GemmaBackbone.get_layout_map(
    device_mesh, model_parallel_dim_name="model", data_parallel_dim_name="batch"
)

Get a keras.distribution.LayoutMap for model parallel distribution.

The returned LayoutMap contains the sharding spec for the gemma backbone weights, so that you can use it to distribute weights across the accelerators.

Example

# Feel free to change the mesh shape to balance data and model parallel
mesh = keras.distribution.DeviceMesh(
    shape=(1, 8), axis_names=('batch', 'model'),
    devices=keras.distribution.list_devices())
layout_map = GemmaBackbone.get_layout_map(
    mesh, model_parallel_dim_name="model")
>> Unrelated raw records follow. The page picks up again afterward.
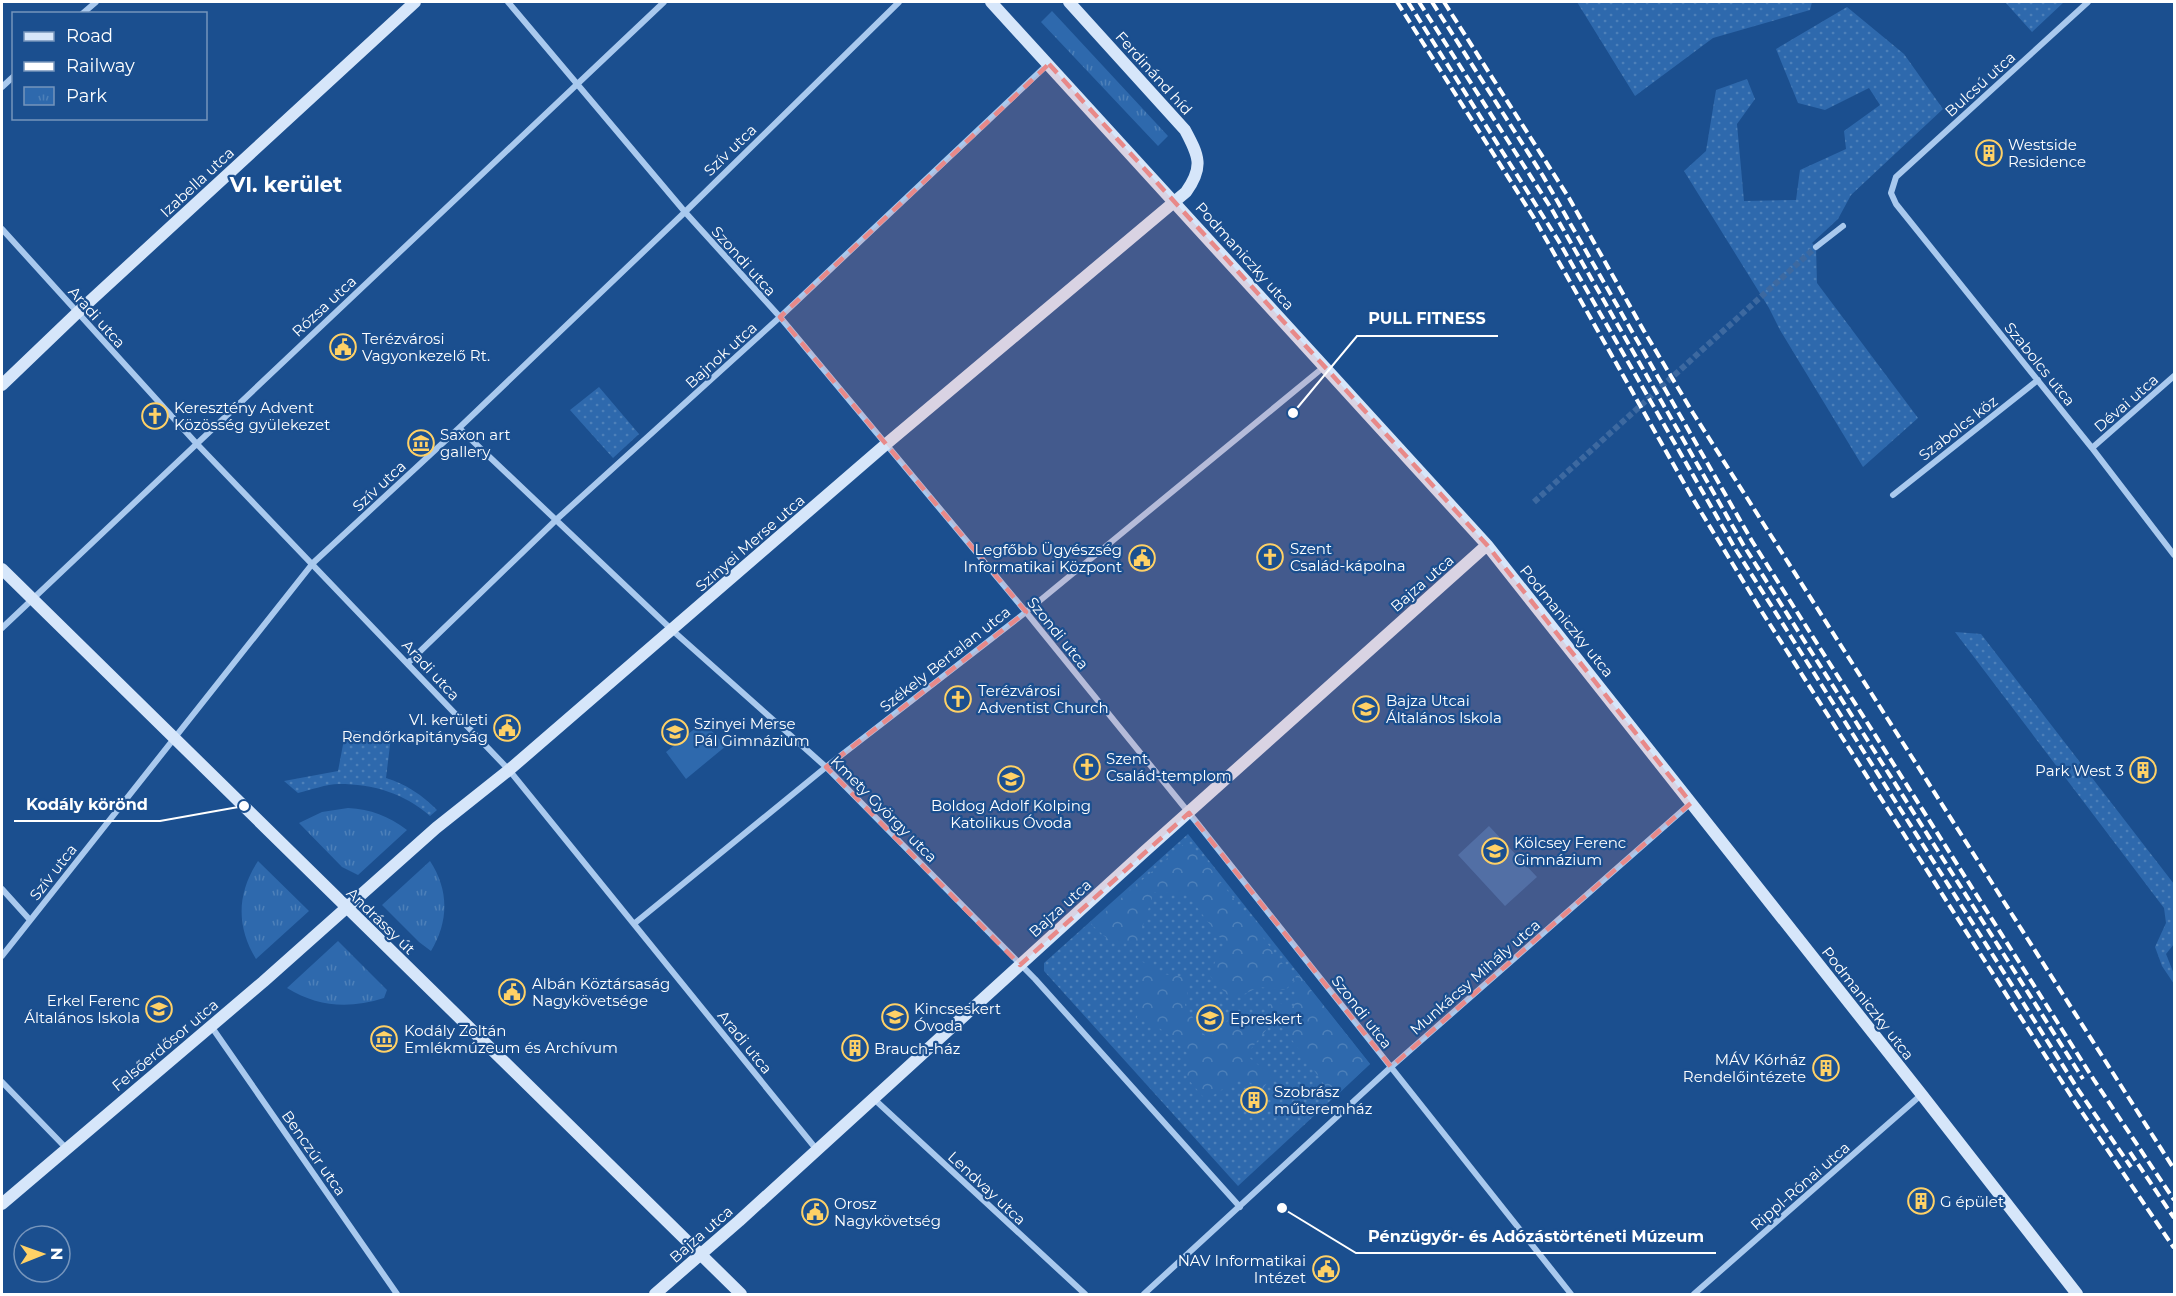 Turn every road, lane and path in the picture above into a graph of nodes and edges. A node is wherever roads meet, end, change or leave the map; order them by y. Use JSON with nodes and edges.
{"nodes":[{"id":1,"x":96,"y":2,"type":"edge"},
{"id":2,"x":415,"y":2,"type":"edge"},
{"id":3,"x":508,"y":2,"type":"edge"},
{"id":4,"x":664,"y":2,"type":"edge"},
{"id":5,"x":899,"y":2,"type":"edge"},
{"id":6,"x":991,"y":2,"type":"edge"},
{"id":7,"x":1069,"y":2,"type":"edge"},
{"id":8,"x":2088,"y":2,"type":"edge"},
{"id":9,"x":84,"y":12,"type":"edge"},
{"id":10,"x":1048,"y":64,"type":"junction"},
{"id":11,"x":576,"y":84,"type":"junction"},
{"id":12,"x":1892,"y":187,"type":"joint"},
{"id":13,"x":1174,"y":201,"type":"junction"},
{"id":14,"x":684,"y":212,"type":"junction"},
{"id":15,"x":1843,"y":226,"type":"dead end"},
{"id":16,"x":2,"y":229,"type":"edge"},
{"id":17,"x":1816,"y":247,"type":"tunnel mouth"},
{"id":18,"x":77,"y":313,"type":"junction"},
{"id":19,"x":780,"y":317,"type":"junction"},
{"id":20,"x":1324,"y":366,"type":"junction"},
{"id":21,"x":2175,"y":376,"type":"edge"},
{"id":22,"x":2038,"y":380,"type":"junction"},
{"id":23,"x":2,"y":386,"type":"edge"},
{"id":24,"x":459,"y":428,"type":"junction"},
{"id":25,"x":196,"y":443,"type":"junction"},
{"id":26,"x":885,"y":445,"type":"junction"},
{"id":27,"x":2092,"y":448,"type":"junction"},
{"id":28,"x":1893,"y":495,"type":"dead end"},
{"id":29,"x":557,"y":519,"type":"junction"},
{"id":30,"x":1487,"y":545,"type":"junction"},
{"id":31,"x":2175,"y":555,"type":"edge"},
{"id":32,"x":313,"y":563,"type":"junction"},
{"id":33,"x":2,"y":569,"type":"edge"},
{"id":34,"x":33,"y":599,"type":"junction"},
{"id":35,"x":1026,"y":612,"type":"junction"},
{"id":36,"x":2,"y":628,"type":"edge"},
{"id":37,"x":672,"y":630,"type":"junction"},
{"id":38,"x":408,"y":663,"type":"junction"},
{"id":39,"x":174,"y":739,"type":"junction"},
{"id":40,"x":826,"y":767,"type":"junction"},
{"id":41,"x":509,"y":770,"type":"junction"},
{"id":42,"x":1691,"y":803,"type":"junction"},
{"id":43,"x":1188,"y":812,"type":"junction"},
{"id":44,"x":2,"y":889,"type":"edge"},
{"id":45,"x":346,"y":908,"type":"junction"},
{"id":46,"x":30,"y":920,"type":"junction"},
{"id":47,"x":634,"y":923,"type":"junction"},
{"id":48,"x":2,"y":956,"type":"edge"},
{"id":49,"x":1020,"y":965,"type":"junction"},
{"id":50,"x":211,"y":1025,"type":"junction"},
{"id":51,"x":1391,"y":1067,"type":"junction"},
{"id":52,"x":2,"y":1082,"type":"edge"},
{"id":53,"x":1922,"y":1095,"type":"junction"},
{"id":54,"x":873,"y":1098,"type":"junction"},
{"id":55,"x":66,"y":1148,"type":"junction"},
{"id":56,"x":817,"y":1150,"type":"junction"},
{"id":57,"x":2,"y":1204,"type":"edge"},
{"id":58,"x":1240,"y":1207,"type":"junction"},
{"id":59,"x":700,"y":1255,"type":"junction"},
{"id":60,"x":398,"y":1294,"type":"edge"},
{"id":61,"x":656,"y":1294,"type":"edge"},
{"id":62,"x":741,"y":1294,"type":"edge"},
{"id":63,"x":1085,"y":1294,"type":"edge"},
{"id":64,"x":1144,"y":1294,"type":"edge"},
{"id":65,"x":1571,"y":1294,"type":"edge"},
{"id":66,"x":1694,"y":1294,"type":"edge"},
{"id":67,"x":2077,"y":1294,"type":"edge"}],
"edges":[{"from":1,"to":9,"type":"street"},
{"from":2,"to":18,"type":"street","name":"Izabella utca"},
{"from":3,"to":11,"type":"street","name":"Szondi utca"},
{"from":4,"to":11,"type":"street","name":"Rózsa utca"},
{"from":5,"to":14,"type":"street","name":"Szív utca"},
{"from":6,"to":10,"type":"street","name":"Podmaniczky utca"},
{"from":7,"to":13,"type":"street","name":"Ferdinánd híd"},
{"from":8,"to":12,"type":"street","name":"Bulcsú utca"},
{"from":10,"to":13,"type":"street","name":"Podmaniczky utca"},
{"from":10,"to":19,"type":"street","name":"Bajnok utca"},
{"from":11,"to":14,"type":"street","name":"Szondi utca"},
{"from":11,"to":25,"type":"street","name":"Rózsa utca"},
{"from":12,"to":22,"type":"street","name":"Szabolcs utca"},
{"from":13,"to":20,"type":"street","name":"Podmaniczky utca"},
{"from":13,"to":26,"type":"street","name":"Szinyei Merse utca"},
{"from":14,"to":19,"type":"street","name":"Szondi utca"},
{"from":14,"to":24,"type":"street","name":"Szív utca"},
{"from":15,"to":17,"type":"street"},
{"from":16,"to":18,"type":"street","name":"Aradi utca"},
{"from":18,"to":23,"type":"street","name":"Izabella utca"},
{"from":18,"to":25,"type":"street","name":"Aradi utca"},
{"from":19,"to":26,"type":"street","name":"Szondi utca"},
{"from":19,"to":29,"type":"street","name":"Bajnok utca"},
{"from":20,"to":30,"type":"street","name":"Podmaniczky utca"},
{"from":20,"to":35,"type":"street","name":"Székely Bertalan utca"},
{"from":21,"to":27,"type":"street","name":"Dévai utca"},
{"from":22,"to":27,"type":"street","name":"Szabolcs utca"},
{"from":22,"to":28,"type":"street","name":"Szabolcs köz"},
{"from":24,"to":29,"type":"street","name":"Kmety György utca"},
{"from":24,"to":32,"type":"street","name":"Szív utca"},
{"from":25,"to":32,"type":"street","name":"Aradi utca"},
{"from":25,"to":34,"type":"street","name":"Rózsa utca"},
{"from":26,"to":35,"type":"street","name":"Szondi utca"},
{"from":26,"to":37,"type":"street","name":"Szinyei Merse utca"},
{"from":27,"to":31,"type":"street","name":"Szabolcs utca"},
{"from":29,"to":37,"type":"street","name":"Kmety György utca"},
{"from":29,"to":38,"type":"street","name":"Bajnok utca"},
{"from":30,"to":42,"type":"street","name":"Podmaniczky utca"},
{"from":30,"to":43,"type":"street","name":"Bajza utca"},
{"from":32,"to":38,"type":"street","name":"Aradi utca"},
{"from":32,"to":39,"type":"street","name":"Szív utca"},
{"from":33,"to":34,"type":"street","name":"Andrássy út"},
{"from":34,"to":36,"type":"street","name":"Rózsa utca"},
{"from":34,"to":39,"type":"street","name":"Andrássy út"},
{"from":35,"to":40,"type":"street","name":"Székely Bertalan utca"},
{"from":35,"to":43,"type":"street","name":"Szondi utca"},
{"from":37,"to":40,"type":"street","name":"Kmety György utca"},
{"from":37,"to":41,"type":"street","name":"Szinyei Merse utca"},
{"from":38,"to":41,"type":"street","name":"Aradi utca"},
{"from":39,"to":45,"type":"street","name":"Andrássy út"},
{"from":39,"to":46,"type":"street","name":"Szív utca"},
{"from":40,"to":47,"type":"street","name":"Székely Bertalan utca"},
{"from":40,"to":49,"type":"street","name":"Kmety György utca"},
{"from":41,"to":45,"type":"street","name":"Szinyei Merse utca"},
{"from":41,"to":47,"type":"street","name":"Aradi utca"},
{"from":42,"to":51,"type":"street","name":"Munkácsy Mihály utca"},
{"from":42,"to":53,"type":"street","name":"Podmaniczky utca"},
{"from":43,"to":49,"type":"street","name":"Bajza utca"},
{"from":43,"to":51,"type":"street","name":"Szondi utca"},
{"from":44,"to":46,"type":"street"},
{"from":45,"to":50,"type":"street","name":"Felsőerdősor utca"},
{"from":45,"to":59,"type":"street","name":"Andrássy út"},
{"from":46,"to":48,"type":"street","name":"Szív utca"},
{"from":47,"to":56,"type":"street","name":"Aradi utca"},
{"from":49,"to":54,"type":"street","name":"Bajza utca"},
{"from":49,"to":58,"type":"street","name":"Kmety György utca"},
{"from":50,"to":55,"type":"street","name":"Felsőerdősor utca"},
{"from":50,"to":60,"type":"street","name":"Benczúr utca"},
{"from":51,"to":58,"type":"street","name":"Munkácsy Mihály utca"},
{"from":51,"to":65,"type":"street","name":"Szondi utca"},
{"from":52,"to":55,"type":"street"},
{"from":53,"to":66,"type":"street","name":"Rippl-Rónai utca"},
{"from":53,"to":67,"type":"street","name":"Podmaniczky utca"},
{"from":54,"to":56,"type":"street","name":"Bajza utca"},
{"from":54,"to":63,"type":"street","name":"Lendvay utca"},
{"from":55,"to":57,"type":"street","name":"Felsőerdősor utca"},
{"from":56,"to":59,"type":"street","name":"Bajza utca"},
{"from":58,"to":64,"type":"street","name":"Munkácsy Mihály utca"},
{"from":59,"to":61,"type":"street","name":"Bajza utca"},
{"from":59,"to":62,"type":"street","name":"Andrássy út"}]}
distribution = keras.distribution.ModelParallel(
    mesh, layout_map, batch_dim_name='batch')
with distribution.scope():
   gemma_model = keras_nlp.models.GemmaCausalLM.from_preset()

Arguments

  • device_mesh: The keras.distribution.DeviceMesh instance for distribution.
  • model_parallel_dim_name: The axis name of the device mesh, where the weights should be partition on.
  • data_parallel_dim_name: The axis name of the device mesh, where the data should be partition on.

Return: keras.distribution.LayoutMap that contains the sharding spec of all the model weights.